EXERCISE OBJECTIVE.
Reproduce exactly the stretch of lines running from the line with "Instruction: Build a" to the end of the entries below.

------------------------------

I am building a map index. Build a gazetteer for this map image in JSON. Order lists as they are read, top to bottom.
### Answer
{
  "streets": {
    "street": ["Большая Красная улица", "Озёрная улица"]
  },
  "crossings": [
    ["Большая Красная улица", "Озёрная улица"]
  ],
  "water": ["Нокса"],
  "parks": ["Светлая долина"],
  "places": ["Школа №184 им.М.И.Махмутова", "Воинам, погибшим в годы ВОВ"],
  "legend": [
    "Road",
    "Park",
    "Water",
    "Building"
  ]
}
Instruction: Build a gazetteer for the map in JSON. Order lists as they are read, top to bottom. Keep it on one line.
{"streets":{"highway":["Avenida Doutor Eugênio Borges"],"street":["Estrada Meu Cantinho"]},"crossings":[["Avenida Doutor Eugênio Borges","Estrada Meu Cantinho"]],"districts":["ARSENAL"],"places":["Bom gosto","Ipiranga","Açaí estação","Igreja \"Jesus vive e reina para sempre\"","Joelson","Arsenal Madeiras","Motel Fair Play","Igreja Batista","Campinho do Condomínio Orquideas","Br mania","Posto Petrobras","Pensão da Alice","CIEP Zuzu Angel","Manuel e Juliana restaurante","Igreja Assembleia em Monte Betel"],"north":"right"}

------------------------------

REPLY.
Instruction: Build a gazetteer for the map in JSON. Order lists as they are read, top to bottom. Keep it on one line.
{"streets":{"highway":["Avenida Doutor Eugênio Borges"],"street":["Estrada Meu Cantinho"]},"crossings":[["Avenida Doutor Eugênio Borges","Estrada Meu Cantinho"]],"districts":["ARSENAL"],"places":["Bom gosto","Ipiranga","Açaí estação","Igreja \"Jesus vive e reina para sempre\"","Joelson","Arsenal Madeiras","Motel Fair Play","Igreja Batista","Campinho do Condomínio Orquideas","Br mania","Posto Petrobras","Pensão da Alice","CIEP Zuzu Angel","Manuel e Juliana restaurante","Igreja Assembleia em Monte Betel"],"north":"right"}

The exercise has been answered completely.